"Magnesium Benefits, Deficiency Signs & Top Food Sources You Need to Know"

Discover the" best foods" for your "health" and learn how to cook delicious and "nutritious meals"! Tips on how to maintain a "healthy diet" and "weight"! Recipe ideas to help you create healthy and nutritious meals! "Prevention "tips to keep diseases and stay "fit "and "healthy"! Learn about the benefits of healthy eating and how to make sure you're getting the "nutrients" your body needs.
Almonds are among the world’s most popular tree nuts. Almonds are nutrient powerhouses. They are highly nutritious and rich in healthy fats, antioxidants, vitamins and minerals.
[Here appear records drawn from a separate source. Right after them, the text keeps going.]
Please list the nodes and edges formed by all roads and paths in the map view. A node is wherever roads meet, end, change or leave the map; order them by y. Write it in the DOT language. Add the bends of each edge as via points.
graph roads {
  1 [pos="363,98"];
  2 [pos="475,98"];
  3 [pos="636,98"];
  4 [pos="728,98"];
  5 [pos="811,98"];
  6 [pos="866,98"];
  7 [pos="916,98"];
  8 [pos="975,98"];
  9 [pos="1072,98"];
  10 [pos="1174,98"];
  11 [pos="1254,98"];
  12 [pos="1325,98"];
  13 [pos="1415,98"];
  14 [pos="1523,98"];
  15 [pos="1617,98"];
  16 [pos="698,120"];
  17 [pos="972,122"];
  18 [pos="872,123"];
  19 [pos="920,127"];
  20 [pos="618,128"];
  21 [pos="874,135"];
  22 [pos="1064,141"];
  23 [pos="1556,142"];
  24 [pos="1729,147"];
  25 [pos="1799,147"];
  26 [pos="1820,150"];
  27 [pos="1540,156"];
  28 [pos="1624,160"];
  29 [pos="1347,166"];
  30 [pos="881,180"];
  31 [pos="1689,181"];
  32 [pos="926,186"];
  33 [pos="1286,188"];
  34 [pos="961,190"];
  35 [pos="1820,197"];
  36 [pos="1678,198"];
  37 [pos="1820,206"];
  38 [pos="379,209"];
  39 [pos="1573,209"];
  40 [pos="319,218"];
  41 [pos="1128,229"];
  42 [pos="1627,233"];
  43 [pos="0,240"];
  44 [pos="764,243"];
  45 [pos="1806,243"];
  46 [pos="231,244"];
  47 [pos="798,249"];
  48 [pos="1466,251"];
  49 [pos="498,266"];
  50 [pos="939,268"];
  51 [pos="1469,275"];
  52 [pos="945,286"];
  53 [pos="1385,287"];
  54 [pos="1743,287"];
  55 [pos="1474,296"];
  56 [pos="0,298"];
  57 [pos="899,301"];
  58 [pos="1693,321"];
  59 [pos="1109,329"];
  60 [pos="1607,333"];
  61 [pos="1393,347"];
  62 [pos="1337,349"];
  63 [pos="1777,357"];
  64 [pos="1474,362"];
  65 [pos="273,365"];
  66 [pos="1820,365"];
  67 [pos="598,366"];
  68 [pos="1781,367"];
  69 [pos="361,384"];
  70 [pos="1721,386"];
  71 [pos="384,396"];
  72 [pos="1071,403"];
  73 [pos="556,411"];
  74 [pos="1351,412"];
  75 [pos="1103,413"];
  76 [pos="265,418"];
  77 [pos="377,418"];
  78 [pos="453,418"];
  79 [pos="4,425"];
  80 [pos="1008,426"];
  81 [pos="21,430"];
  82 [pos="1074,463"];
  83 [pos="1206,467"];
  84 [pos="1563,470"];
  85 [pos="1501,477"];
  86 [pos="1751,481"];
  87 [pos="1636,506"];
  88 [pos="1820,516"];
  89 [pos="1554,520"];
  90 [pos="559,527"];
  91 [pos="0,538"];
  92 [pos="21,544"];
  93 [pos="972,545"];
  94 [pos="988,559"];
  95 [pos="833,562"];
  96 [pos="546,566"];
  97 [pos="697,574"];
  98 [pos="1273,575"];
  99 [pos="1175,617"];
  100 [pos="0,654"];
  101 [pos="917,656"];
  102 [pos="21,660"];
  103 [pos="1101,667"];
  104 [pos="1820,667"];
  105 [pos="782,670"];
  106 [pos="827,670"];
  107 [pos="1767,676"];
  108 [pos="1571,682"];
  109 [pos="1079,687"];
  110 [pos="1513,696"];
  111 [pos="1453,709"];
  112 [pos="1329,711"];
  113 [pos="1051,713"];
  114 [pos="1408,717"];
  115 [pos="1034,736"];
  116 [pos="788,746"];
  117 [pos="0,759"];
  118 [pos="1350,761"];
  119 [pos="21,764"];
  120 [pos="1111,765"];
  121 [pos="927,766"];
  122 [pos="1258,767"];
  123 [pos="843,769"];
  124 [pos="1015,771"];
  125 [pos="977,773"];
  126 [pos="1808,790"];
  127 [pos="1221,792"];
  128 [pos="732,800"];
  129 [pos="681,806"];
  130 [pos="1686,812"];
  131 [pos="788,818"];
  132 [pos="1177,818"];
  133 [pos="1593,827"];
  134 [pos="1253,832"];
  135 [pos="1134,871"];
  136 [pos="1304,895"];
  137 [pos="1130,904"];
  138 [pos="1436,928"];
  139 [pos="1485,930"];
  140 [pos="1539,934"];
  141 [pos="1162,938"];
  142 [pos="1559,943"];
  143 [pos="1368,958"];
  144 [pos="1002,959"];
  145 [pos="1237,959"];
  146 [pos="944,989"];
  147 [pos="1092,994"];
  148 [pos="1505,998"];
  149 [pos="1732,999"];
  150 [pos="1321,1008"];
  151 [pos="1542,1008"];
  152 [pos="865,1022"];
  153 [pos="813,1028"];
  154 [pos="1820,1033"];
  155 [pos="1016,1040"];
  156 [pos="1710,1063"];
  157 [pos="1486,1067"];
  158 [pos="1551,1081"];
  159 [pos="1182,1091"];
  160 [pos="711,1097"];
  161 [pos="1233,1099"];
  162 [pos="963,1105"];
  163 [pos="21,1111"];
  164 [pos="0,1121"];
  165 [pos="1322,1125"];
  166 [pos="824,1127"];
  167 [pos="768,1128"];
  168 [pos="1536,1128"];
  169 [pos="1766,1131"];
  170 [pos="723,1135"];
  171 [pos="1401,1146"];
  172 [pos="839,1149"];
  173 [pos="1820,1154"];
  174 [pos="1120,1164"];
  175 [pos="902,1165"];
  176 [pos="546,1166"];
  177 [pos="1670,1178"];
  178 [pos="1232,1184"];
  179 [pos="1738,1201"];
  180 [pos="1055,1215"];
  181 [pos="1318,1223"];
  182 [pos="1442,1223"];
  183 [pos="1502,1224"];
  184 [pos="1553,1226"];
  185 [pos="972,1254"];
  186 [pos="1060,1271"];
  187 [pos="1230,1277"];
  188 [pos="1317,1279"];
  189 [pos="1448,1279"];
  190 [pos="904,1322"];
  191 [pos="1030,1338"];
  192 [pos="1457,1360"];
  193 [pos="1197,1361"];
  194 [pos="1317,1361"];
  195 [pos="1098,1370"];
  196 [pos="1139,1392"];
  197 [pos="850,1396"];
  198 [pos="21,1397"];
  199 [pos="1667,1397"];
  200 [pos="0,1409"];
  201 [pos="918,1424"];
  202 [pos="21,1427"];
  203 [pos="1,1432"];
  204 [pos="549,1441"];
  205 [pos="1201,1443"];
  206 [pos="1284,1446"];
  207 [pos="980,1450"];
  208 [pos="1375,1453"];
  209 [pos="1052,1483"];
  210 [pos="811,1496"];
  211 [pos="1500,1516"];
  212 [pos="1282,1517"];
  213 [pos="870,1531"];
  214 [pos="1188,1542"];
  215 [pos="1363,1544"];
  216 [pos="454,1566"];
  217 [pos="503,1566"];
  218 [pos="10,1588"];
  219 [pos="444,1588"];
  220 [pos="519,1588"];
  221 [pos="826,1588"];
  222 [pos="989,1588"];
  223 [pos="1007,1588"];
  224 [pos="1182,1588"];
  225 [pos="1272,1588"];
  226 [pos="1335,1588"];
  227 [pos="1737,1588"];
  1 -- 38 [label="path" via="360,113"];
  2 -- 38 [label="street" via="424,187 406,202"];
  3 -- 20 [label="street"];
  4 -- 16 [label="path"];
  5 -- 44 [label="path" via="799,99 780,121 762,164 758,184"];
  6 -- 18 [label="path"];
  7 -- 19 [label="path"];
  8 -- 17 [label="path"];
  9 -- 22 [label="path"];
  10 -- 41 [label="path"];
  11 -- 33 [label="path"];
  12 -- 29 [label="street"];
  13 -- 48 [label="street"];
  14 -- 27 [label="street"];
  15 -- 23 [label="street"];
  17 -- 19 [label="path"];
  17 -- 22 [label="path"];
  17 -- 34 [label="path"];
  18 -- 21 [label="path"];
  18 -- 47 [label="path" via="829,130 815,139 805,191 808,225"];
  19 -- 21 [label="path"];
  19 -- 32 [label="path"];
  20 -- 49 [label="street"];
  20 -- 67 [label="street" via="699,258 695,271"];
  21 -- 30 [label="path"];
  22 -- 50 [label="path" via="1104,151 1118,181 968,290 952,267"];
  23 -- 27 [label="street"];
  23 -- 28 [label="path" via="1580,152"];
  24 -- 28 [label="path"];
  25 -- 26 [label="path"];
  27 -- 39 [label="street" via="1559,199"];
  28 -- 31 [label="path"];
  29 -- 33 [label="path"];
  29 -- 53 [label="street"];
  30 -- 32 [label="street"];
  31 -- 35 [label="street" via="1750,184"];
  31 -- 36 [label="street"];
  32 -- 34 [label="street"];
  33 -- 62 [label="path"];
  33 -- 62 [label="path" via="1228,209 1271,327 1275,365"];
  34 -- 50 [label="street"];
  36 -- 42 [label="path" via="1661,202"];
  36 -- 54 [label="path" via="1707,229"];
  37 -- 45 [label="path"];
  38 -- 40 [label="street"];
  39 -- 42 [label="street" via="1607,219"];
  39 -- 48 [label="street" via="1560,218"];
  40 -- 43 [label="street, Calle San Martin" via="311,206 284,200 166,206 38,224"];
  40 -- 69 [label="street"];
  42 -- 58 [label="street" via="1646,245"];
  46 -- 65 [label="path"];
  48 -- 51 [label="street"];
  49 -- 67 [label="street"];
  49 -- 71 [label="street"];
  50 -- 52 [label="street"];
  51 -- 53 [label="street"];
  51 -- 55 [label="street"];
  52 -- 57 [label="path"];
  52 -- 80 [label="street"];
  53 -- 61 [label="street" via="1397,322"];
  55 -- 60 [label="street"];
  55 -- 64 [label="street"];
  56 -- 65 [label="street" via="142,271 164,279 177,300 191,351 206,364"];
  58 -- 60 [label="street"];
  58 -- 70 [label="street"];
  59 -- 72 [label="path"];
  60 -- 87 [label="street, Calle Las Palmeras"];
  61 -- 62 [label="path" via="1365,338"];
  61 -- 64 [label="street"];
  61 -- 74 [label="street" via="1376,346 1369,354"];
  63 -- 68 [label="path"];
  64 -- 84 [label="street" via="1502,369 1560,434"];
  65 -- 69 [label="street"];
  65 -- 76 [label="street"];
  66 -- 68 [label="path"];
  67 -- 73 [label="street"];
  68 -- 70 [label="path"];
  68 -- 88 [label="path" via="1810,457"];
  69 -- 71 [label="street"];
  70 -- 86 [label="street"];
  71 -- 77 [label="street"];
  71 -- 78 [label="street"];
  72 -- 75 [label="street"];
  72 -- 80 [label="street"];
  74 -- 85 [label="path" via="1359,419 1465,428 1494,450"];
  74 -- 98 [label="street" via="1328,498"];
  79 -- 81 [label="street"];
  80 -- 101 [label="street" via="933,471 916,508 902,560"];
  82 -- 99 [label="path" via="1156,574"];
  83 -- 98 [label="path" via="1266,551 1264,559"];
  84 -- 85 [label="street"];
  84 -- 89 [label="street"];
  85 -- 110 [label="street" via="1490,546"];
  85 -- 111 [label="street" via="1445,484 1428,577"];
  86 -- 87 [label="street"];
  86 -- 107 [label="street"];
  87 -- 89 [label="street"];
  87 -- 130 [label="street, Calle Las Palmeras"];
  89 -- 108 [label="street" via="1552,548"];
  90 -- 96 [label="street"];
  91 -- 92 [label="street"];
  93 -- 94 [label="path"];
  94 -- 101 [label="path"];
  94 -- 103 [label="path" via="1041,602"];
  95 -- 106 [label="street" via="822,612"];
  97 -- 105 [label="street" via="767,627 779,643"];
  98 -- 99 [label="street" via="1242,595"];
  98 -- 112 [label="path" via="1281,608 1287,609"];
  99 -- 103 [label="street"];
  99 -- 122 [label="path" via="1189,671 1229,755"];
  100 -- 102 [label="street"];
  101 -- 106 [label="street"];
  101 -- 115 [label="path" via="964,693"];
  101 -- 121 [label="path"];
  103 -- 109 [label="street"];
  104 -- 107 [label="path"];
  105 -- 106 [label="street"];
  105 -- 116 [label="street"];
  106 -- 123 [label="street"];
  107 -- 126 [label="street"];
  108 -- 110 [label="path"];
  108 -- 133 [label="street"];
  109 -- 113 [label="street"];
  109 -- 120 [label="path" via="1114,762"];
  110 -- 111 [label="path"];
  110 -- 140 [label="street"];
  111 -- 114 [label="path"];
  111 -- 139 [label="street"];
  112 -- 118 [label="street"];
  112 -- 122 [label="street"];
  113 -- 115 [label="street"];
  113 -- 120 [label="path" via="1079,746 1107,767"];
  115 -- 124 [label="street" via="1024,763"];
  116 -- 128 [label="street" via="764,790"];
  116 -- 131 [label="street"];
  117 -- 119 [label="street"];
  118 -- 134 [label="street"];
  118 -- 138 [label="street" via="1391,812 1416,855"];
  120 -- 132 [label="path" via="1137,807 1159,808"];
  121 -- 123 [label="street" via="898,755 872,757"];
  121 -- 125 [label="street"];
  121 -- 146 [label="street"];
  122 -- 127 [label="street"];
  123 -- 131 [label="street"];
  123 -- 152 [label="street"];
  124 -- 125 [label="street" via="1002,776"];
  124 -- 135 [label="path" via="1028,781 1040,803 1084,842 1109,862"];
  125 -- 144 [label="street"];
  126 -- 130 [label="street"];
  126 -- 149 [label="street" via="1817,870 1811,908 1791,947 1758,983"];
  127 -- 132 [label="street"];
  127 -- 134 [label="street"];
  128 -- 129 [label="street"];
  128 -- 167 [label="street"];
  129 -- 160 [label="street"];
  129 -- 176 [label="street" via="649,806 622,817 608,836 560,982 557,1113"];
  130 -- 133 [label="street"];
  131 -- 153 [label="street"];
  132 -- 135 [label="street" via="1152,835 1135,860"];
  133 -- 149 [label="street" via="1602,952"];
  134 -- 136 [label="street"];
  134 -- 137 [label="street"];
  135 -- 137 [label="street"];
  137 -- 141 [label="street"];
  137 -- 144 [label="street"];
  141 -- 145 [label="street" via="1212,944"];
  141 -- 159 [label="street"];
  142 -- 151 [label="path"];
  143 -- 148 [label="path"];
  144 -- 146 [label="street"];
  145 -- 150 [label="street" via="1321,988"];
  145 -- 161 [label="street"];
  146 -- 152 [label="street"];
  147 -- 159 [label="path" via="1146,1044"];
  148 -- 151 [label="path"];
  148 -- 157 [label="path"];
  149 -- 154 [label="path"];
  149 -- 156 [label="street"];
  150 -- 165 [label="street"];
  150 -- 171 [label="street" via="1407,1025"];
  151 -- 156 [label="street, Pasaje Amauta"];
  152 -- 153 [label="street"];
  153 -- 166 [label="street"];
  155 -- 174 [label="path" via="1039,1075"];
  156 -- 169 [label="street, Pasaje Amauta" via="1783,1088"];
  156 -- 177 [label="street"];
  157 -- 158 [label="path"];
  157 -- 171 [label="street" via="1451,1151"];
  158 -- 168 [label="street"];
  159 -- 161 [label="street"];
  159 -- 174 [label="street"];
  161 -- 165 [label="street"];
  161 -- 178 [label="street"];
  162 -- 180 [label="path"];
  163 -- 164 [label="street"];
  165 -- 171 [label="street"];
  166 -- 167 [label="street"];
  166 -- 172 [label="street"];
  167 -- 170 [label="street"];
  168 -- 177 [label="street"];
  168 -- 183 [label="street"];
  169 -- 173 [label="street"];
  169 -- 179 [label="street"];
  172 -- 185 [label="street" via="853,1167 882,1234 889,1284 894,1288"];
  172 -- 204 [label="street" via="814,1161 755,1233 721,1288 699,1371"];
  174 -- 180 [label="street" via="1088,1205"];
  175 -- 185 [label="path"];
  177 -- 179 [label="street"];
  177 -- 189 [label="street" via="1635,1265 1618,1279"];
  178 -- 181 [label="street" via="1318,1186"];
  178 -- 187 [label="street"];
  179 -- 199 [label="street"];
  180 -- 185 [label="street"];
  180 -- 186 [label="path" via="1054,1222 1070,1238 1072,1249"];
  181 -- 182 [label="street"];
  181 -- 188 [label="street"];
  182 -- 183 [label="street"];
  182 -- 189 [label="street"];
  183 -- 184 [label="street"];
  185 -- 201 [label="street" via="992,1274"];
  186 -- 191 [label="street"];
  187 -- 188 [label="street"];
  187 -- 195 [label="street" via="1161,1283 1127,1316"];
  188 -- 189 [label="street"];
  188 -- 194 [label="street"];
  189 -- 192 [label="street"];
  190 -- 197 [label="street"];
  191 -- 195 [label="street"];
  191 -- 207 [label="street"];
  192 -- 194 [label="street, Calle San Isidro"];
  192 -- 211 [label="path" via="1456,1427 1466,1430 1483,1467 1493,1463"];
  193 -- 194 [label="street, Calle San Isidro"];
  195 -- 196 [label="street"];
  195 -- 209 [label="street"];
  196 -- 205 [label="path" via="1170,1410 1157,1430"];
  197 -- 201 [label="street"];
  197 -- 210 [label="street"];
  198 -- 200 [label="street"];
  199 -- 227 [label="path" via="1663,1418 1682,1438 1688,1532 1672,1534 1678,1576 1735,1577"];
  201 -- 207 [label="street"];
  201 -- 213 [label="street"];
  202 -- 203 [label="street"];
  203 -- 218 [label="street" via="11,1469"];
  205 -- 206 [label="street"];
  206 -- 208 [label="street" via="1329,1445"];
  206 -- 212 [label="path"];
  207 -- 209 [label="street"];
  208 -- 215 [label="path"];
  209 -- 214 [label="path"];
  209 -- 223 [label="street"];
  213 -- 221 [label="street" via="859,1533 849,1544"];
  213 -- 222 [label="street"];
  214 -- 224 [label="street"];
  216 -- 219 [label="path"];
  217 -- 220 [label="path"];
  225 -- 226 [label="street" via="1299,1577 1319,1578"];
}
Almonds can be consumed whole, chopped, sliced, or ground into almond flour or almond butter. They can even be made into almond milk. Almonds boast an impressive nutrient profile.
1-ounce (28-gram) serving of almonds contains
Fiber: 3.5 grams
Protein: 6 grams
Fat: 14 grams (9 of which are monounsaturated)
Vitamin E: 37% of the RDI
Manganese: 32% of the RDI
Magnesium: 20% of the RDI
(RDI is Recommended Dietary Intake)
They also contain a decent amount of copper,vitamin B2 (riboflavin) and phosphorus.
This is all from a small handful, which supplies only 161 calories and 2.5 grams of digestible carbohydrates.
It is important to note that your body does not absorb 10–15% of their calories because some of the fat is inaccessible to digestive enzymes .
Almonds are also high in Phytic acid, a substance that binds certain minerals and prevents them from being absorbed.
While Phytic acid is generally considered a healthy antioxidant, it also slightly reduces the amount of iron, zinc and calcium you get from almonds.
Almonds are a fantastic source of antioxidants.
Antioxidants help protect against oxidative stress, which can damage molecules in your cells and contribute to inflammation, aging and diseases like cancer.The powerful antioxidants in almonds are largely concentrated in the brown layer of the skin.
Vitamin E is a family of fat-soluble antioxidants.
These antioxidants tend to build up in cell membranes in your body, protecting your cells from oxidative damage.Almonds are among the world’s best sources of vitamin E, with just 1 ounce providing 37% of the RDI.
Nuts are low in carbs but high in healthy fats, protein and fiber.This makes them a perfect choice for people with diabetes.Another boon of almonds is their remarkably high amount of magnesium.
Magnesium is a mineral involved in more than 300 bodily processes, including blood sugar control .The current RDI for magnesium is 310–420 mg. 2 ounces of almonds provide almost half that amount — 150 mg of this important mineral.Interestingly, 25–38% of people with type 2 diabetes are deficient in magnesium. Correcting this deficiency significantly lowers blood sugar levels and improves insulin function.
This indicates that high-magnesium foods such as almonds may help prevent metabolic syndrome and type 2 diabetes, both of which are major health problems.
The magnesium in almonds may additionally help lower blood pressure levels.High blood pressure is one of the leading drivers of heart attacks, strokes and kidney failure.
A deficiency in magnesium is strongly linked to high blood pressure regardless of whether you are overweight.Studies show that correcting a magnesium deficiency can lead to major reductions in blood pressure.
High levels of LDL lipoproteins in your blood — also known as “bad” cholesterol — is a well-known risk factor for heart disease.
Your diet can have major effects on LDL levels. Some studies have shown almonds to effectively lower LDL.Almonds Prevent Harmful Oxidation of LDL Cholesterol.They also protect LDL from oxidation, which is a crucial step in the development of heart disease.
Almond skin is rich in polyphenol antioxidants, which prevent oxidation of cholesterol in test-tubes and animal studies The effect may be even stronger when combined with other antioxidants such as vitamin E.
Nuts contain several nutrients that your body struggles to break down and digest.
Your body does not absorb about 10–15% of the calories in nuts. Additionally, some evidence suggests that eating nuts can boost metabolism slightly
Due to their satiating properties, nuts are a great addition to an effective weight loss diet.